"J'ai réalisé que la série télévisée était prophétique dès j'ai lu le livre" : les équipes qui ont réalisé la série décrivent son lien avec l'époque actuelle

Il y a huit ans, "La Servante écarlate" sortait au début de la première administration Donald Trump. La dystopie d'une Amérique qui virait à la dictature, où les femmes étaient ramenées sous le joug de la religion, au rôle de fécondatrice et où les libertés étaient reniées dans le pays renommé Gilead.

Sa sixième et dernière saison est disponible depuis mardi 8 avril. La série s'achève cette fois avec une lutte finale menée par son héroïne June, séparée depuis le début de sa famille et de ses enfants par des États-Unis devenus totalitaires. Pour Bruce Miller, qui signe cette série depuis sa création, ce n'est pas la série qui est prophétique, mais le roman de Margaret Atwood qu'il a choisi d'adapter. "J'ai réalisé que l'histoire serait prophétique dès que j'ai lu le livre", se souvient-il.

"Je l'ai lu quand j'étais à l'université, quand il est sorti. Je me suis dit que c'était parfait pour l’époque qu’on traversait : avec la majorité morale en Amérique et Ronald Reagan. Je me suis dit : mon Dieu, c'est exactement ça !"

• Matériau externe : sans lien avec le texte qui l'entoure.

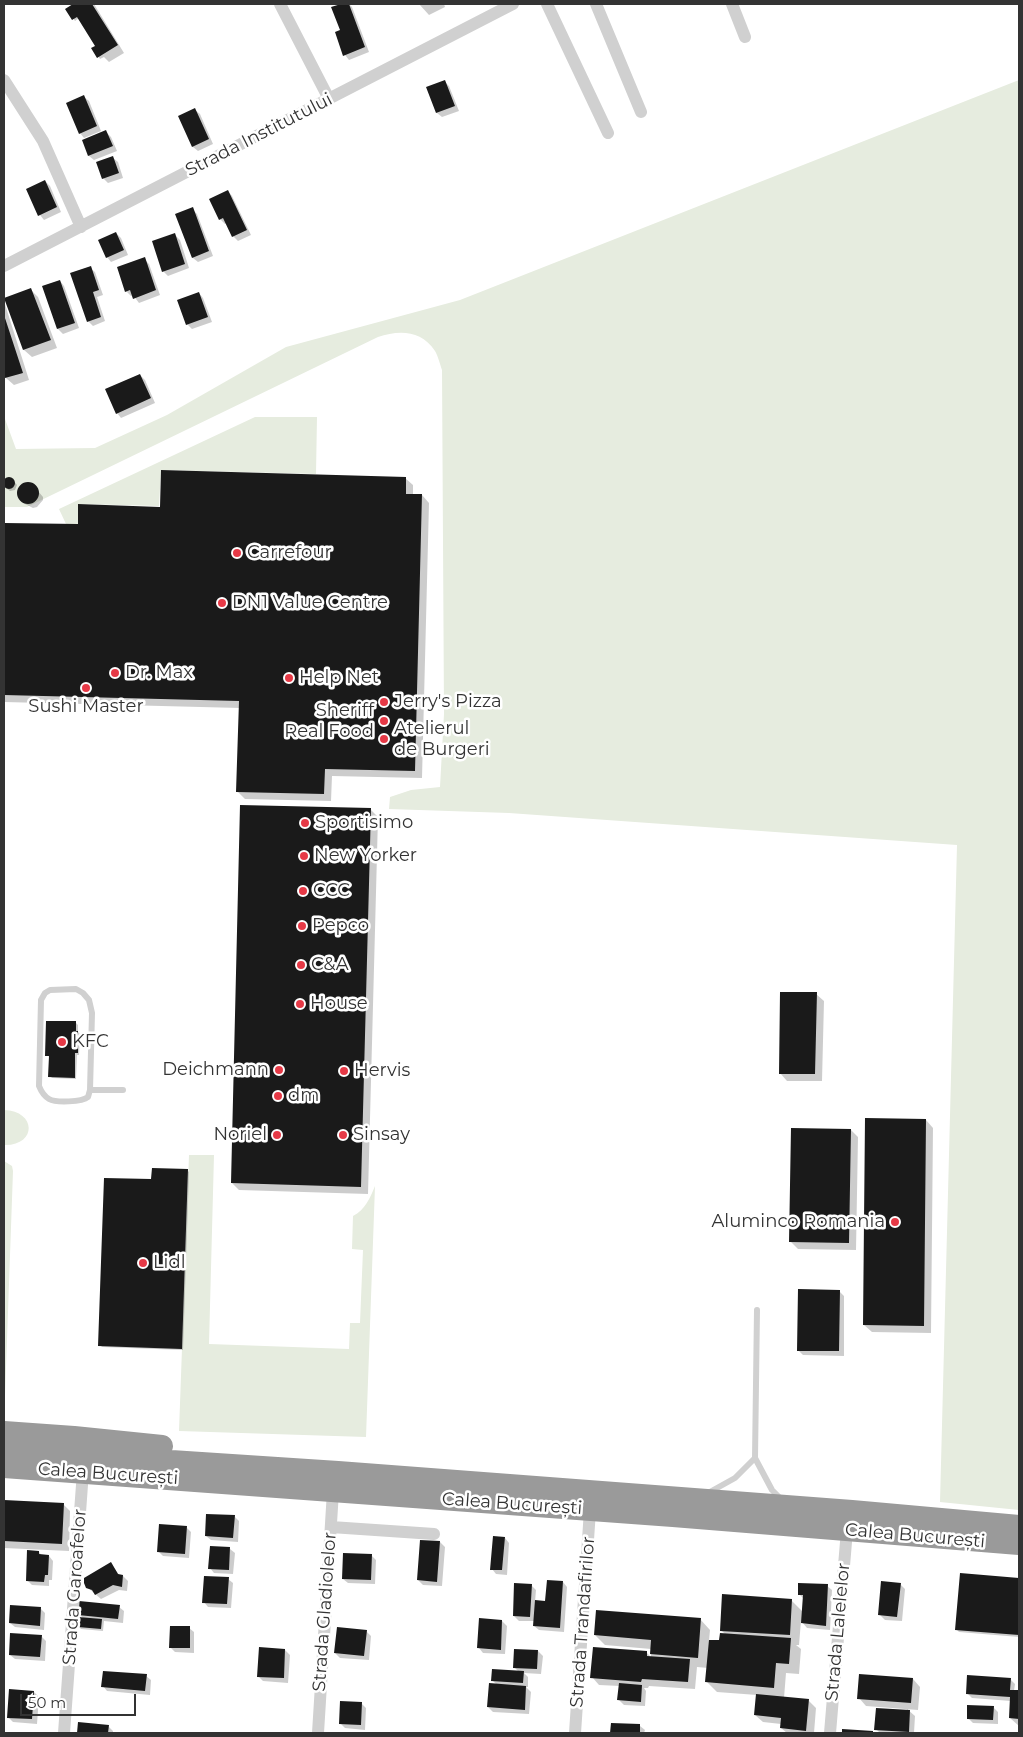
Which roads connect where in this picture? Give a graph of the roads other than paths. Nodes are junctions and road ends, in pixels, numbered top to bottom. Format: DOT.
graph roads {
  1 [pos="280,4"];
  2 [pos="513,4"];
  3 [pos="547,4"];
  4 [pos="596,4"];
  5 [pos="732,4"];
  6 [pos="745,37"];
  7 [pos="4,80"];
  8 [pos="329,99"];
  9 [pos="641,112"];
  10 [pos="608,133"];
  11 [pos="81,227"];
  12 [pos="4,266"];
  13 [pos="90,1090"];
  14 [pos="123,1090"];
  15 [pos="757,1310"];
  16 [pos="4,1432"];
  17 [pos="4,1450"];
  18 [pos="755,1458"];
  19 [pos="4,1466"];
  20 [pos="83,1471"];
  21 [pos="336,1481"];
  22 [pos="695,1500"];
  23 [pos="797,1507"];
  24 [pos="590,1510"];
  25 [pos="1019,1526"];
  26 [pos="331,1527"];
  27 [pos="847,1530"];
  28 [pos="434,1534"];
  29 [pos="1019,1544"];
  30 [pos="64,1733"];
  31 [pos="318,1733"];
  32 [pos="576,1733"];
  33 [pos="830,1733"];
  1 -- 8 [label="street"];
  2 -- 8 [label="street, Strada Institutului"];
  3 -- 10 [label="street"];
  4 -- 9 [label="street"];
  5 -- 6 [label="street"];
  7 -- 11 [label="street"];
  8 -- 11 [label="street, Strada Institutului"];
  11 -- 12 [label="street, Strada Institutului"];
  13 -- 13 [label="lane"];
  13 -- 14 [label="lane"];
  15 -- 18 [label="lane"];
  16 -- 21 [label="highway"];
  17 -- 21 [label="highway, Calea București"];
  18 -- 22 [label="lane"];
  18 -- 23 [label="lane"];
  19 -- 20 [label="highway, Calea București"];
  20 -- 21 [label="highway, Calea București"];
  20 -- 30 [label="street, Strada Garoafelor"];
  21 -- 22 [label="highway, Calea București"];
  21 -- 24 [label="highway, Calea București"];
  21 -- 26 [label="street, Strada Gladiolelor"];
  22 -- 23 [label="highway, Calea București"];
  23 -- 25 [label="highway, Calea București"];
  24 -- 27 [label="highway, Calea București"];
  24 -- 32 [label="street, Strada Trandafirilor"];
  26 -- 28 [label="street"];
  26 -- 31 [label="street, Strada Gladiolelor"];
  27 -- 29 [label="highway, Calea București"];
  27 -- 33 [label="street, Strada Lalelelor"];
}
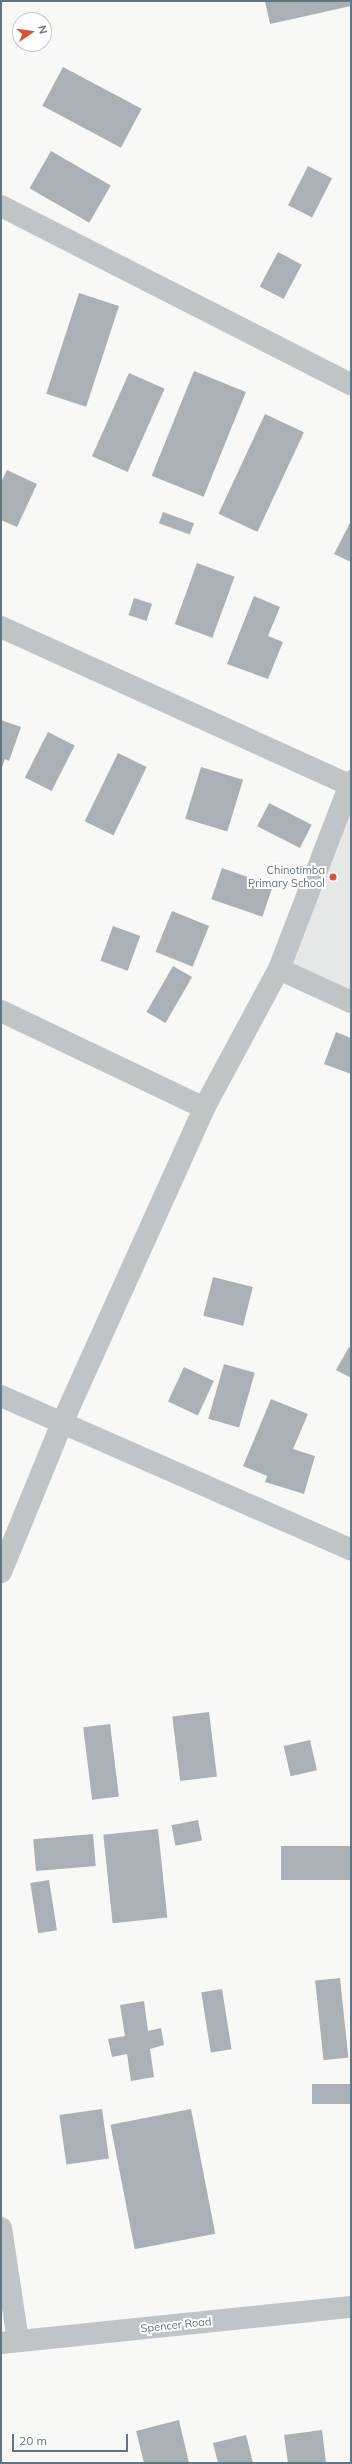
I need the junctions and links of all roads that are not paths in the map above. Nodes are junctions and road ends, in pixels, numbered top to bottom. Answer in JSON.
{"nodes":[{"id":1,"x":1,"y":206,"type":"edge"},
{"id":2,"x":351,"y":384,"type":"edge"},
{"id":3,"x":1,"y":627,"type":"edge"},
{"id":4,"x":350,"y":783,"type":"edge"},
{"id":5,"x":279,"y":969,"type":"junction"},
{"id":6,"x":351,"y":1002,"type":"edge"},
{"id":7,"x":1,"y":1011,"type":"edge"},
{"id":8,"x":204,"y":1108,"type":"junction"},
{"id":9,"x":1,"y":1396,"type":"edge"},
{"id":10,"x":62,"y":1423,"type":"junction"},
{"id":11,"x":351,"y":1550,"type":"edge"},
{"id":12,"x":1,"y":1572,"type":"edge"},
{"id":13,"x":1,"y":2228,"type":"edge"},
{"id":14,"x":351,"y":2307,"type":"edge"},
{"id":15,"x":9,"y":2342,"type":"edge"}],
"edges":[{"from":1,"to":2,"type":"street"},
{"from":3,"to":4,"type":"street"},
{"from":4,"to":5,"type":"street"},
{"from":5,"to":6,"type":"street"},
{"from":5,"to":8,"type":"street"},
{"from":7,"to":8,"type":"street"},
{"from":8,"to":10,"type":"street"},
{"from":9,"to":10,"type":"street"},
{"from":10,"to":11,"type":"street"},
{"from":10,"to":12,"type":"street"},
{"from":13,"to":15,"type":"street"},
{"from":14,"to":15,"type":"street","name":"Spencer Road"}]}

Bruce Miller, le créateur de la série "La Servante écarlate"

à franceinfo

"Et puis je l'ai relu régulièrement. Et à chaque fois que je le lisais, j'avais à nouveau l'impression qu'il était toujours prophétique.", explique Bruce Miller. Au fil des saisons, les auteurs ont pu exprimer leurs craintes, parfois prophétiques. "Par exemple, pour la deuxième saison, j'ai écrit une scène de réunion entre June et sa fille pendant dix minutes. J'ai écrit cette scène en décembre 2017, et quand elle a été diffusée en juin 2018, notre propre pays séparait parents et enfants à la frontière", se souvient Yahlin Chang, l'une des co-scénaristes de la série.

"Quand j'ai écrit cette scène, j'avais fait des recherches sur la situation dans des pays en guerre comme la Bosnie, le Rwanda, le Congo. Mais je ne pensais pas que ça se passerait dans notre propre pays au moment de la diffusion", raconte Yahlin Chang.

Pour la scénariste, la série a une vertu : "L'histoire que nous racontons montre à quel point notre mode de vie et notre démocratie sont fragiles. Et à quel point il serait facile de les briser." Pour le créateur, Bruce Miller, la série a aussi une morale : "Je ne sais pas si la série télévisée fonctionne de cette manière, mais j'espère que le roman de Margaret Atwood encourage les gens à résister."